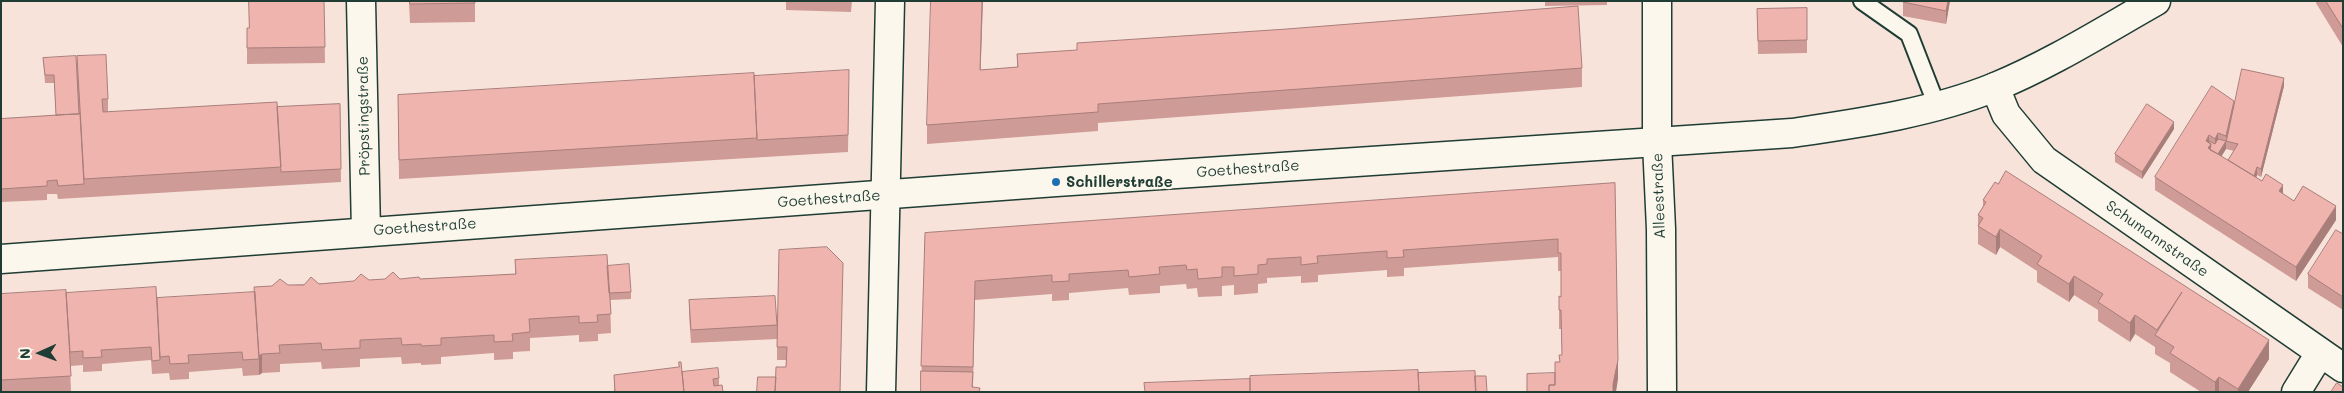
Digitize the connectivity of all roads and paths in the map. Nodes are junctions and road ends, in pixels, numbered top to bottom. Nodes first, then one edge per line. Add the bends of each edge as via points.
1 (361, 1) edge
2 (890, 1) edge
3 (1657, 1) edge
4 (1862, 1) edge
5 (2156, 1) edge
6 (1995, 87) junction
7 (1937, 106) junction
8 (1657, 143) junction
9 (885, 195) junction
10 (366, 232) junction
11 (1, 259) edge
12 (2320, 353) junction
13 (2343, 368) edge
14 (881, 392) edge
15 (1662, 392) edge
16 (2296, 392) edge

1 - 10 main road, Pröpstingstraße
2 - 9 main road
3 - 8 main road, Alleestraße
4 - 7 lane via 1909,34
5 - 6 main road, Goethestraße via 2057,57
6 - 7 main road, Goethestraße
6 - 12 main road, Schumannstraße via 2006,114 2044,160
7 - 8 main road, Goethestraße via 1792,134
8 - 9 main road, Goethestraße
8 - 15 main road, Alleestraße
9 - 10 main road, Goethestraße
9 - 14 main road
10 - 11 main road, Goethestraße
12 - 13 main road, Schumannstraße
12 - 16 main road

+---+

PROBLEM TO SOLVE: An exact copy of all the records is required, with the pictures omitted.

RESPONSE AREA:
Digitize the connectivity of all roads and paths in the map. Nodes are junctions and road ends, in pixels, numbered top to bottom. Nodes first, then one edge per line. Add the bends of each edge as via points.
1 (361, 1) edge
2 (890, 1) edge
3 (1657, 1) edge
4 (1862, 1) edge
5 (2156, 1) edge
6 (1995, 87) junction
7 (1937, 106) junction
8 (1657, 143) junction
9 (885, 195) junction
10 (366, 232) junction
11 (1, 259) edge
12 (2320, 353) junction
13 (2343, 368) edge
14 (881, 392) edge
15 (1662, 392) edge
16 (2296, 392) edge

1 - 10 main road, Pröpstingstraße
2 - 9 main road
3 - 8 main road, Alleestraße
4 - 7 lane via 1909,34
5 - 6 main road, Goethestraße via 2057,57
6 - 7 main road, Goethestraße
6 - 12 main road, Schumannstraße via 2006,114 2044,160
7 - 8 main road, Goethestraße via 1792,134
8 - 9 main road, Goethestraße
8 - 15 main road, Alleestraße
9 - 10 main road, Goethestraße
9 - 14 main road
10 - 11 main road, Goethestraße
12 - 13 main road, Schumannstraße
12 - 16 main road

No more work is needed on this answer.